• [Try it]
With the images removed, return every line below exactly as it reads.

• [Source records]
________________________________________
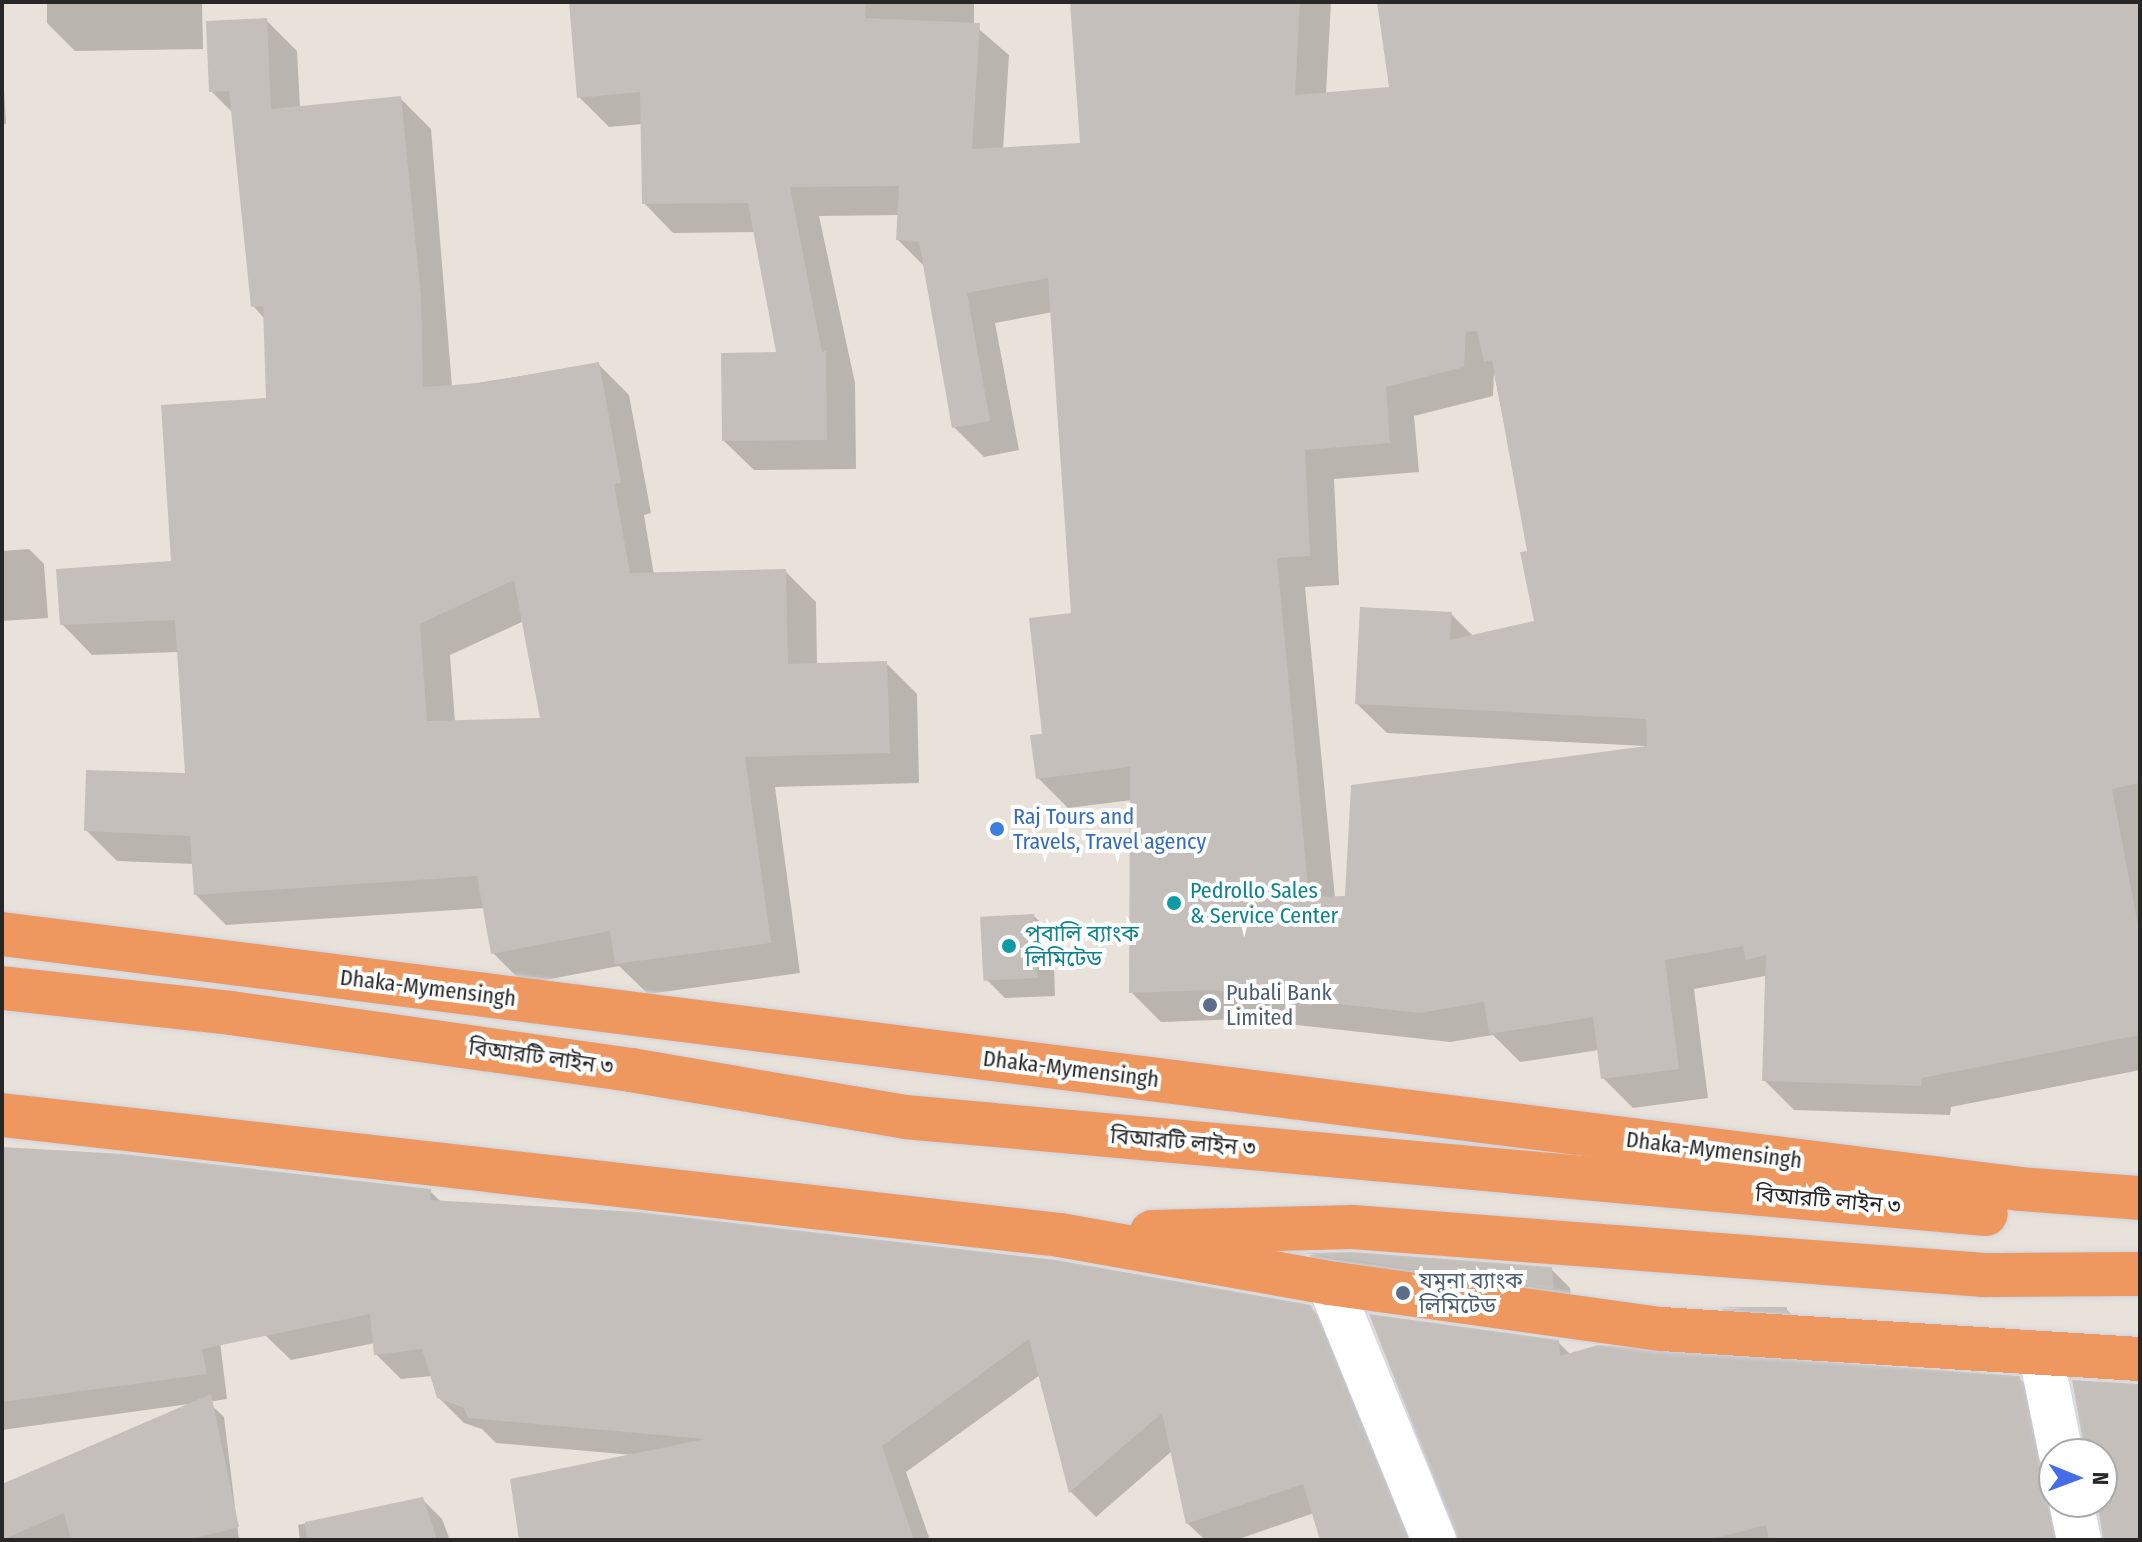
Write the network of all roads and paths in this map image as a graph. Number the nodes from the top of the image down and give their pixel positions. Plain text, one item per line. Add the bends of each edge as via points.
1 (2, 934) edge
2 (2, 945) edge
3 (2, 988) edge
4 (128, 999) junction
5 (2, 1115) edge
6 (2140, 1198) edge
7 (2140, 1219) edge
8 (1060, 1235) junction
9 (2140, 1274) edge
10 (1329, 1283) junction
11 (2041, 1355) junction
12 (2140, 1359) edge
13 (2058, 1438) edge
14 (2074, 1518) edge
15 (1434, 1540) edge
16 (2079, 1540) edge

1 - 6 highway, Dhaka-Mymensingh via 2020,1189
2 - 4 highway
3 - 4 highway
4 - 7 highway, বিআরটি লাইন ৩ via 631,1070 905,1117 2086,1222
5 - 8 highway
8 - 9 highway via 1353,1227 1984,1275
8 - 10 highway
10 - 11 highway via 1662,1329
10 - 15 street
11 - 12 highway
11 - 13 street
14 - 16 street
________________________________________
• [Exercise output]
Write the network of all roads and paths in this map image as a graph. Number the nodes from the top of the image down and give their pixel positions. Plain text, one item per line. Add the bends of each edge as via points.
1 (2, 934) edge
2 (2, 945) edge
3 (2, 988) edge
4 (128, 999) junction
5 (2, 1115) edge
6 (2140, 1198) edge
7 (2140, 1219) edge
8 (1060, 1235) junction
9 (2140, 1274) edge
10 (1329, 1283) junction
11 (2041, 1355) junction
12 (2140, 1359) edge
13 (2058, 1438) edge
14 (2074, 1518) edge
15 (1434, 1540) edge
16 (2079, 1540) edge

1 - 6 highway, Dhaka-Mymensingh via 2020,1189
2 - 4 highway
3 - 4 highway
4 - 7 highway, বিআরটি লাইন ৩ via 631,1070 905,1117 2086,1222
5 - 8 highway
8 - 9 highway via 1353,1227 1984,1275
8 - 10 highway
10 - 11 highway via 1662,1329
10 - 15 street
11 - 12 highway
11 - 13 street
14 - 16 street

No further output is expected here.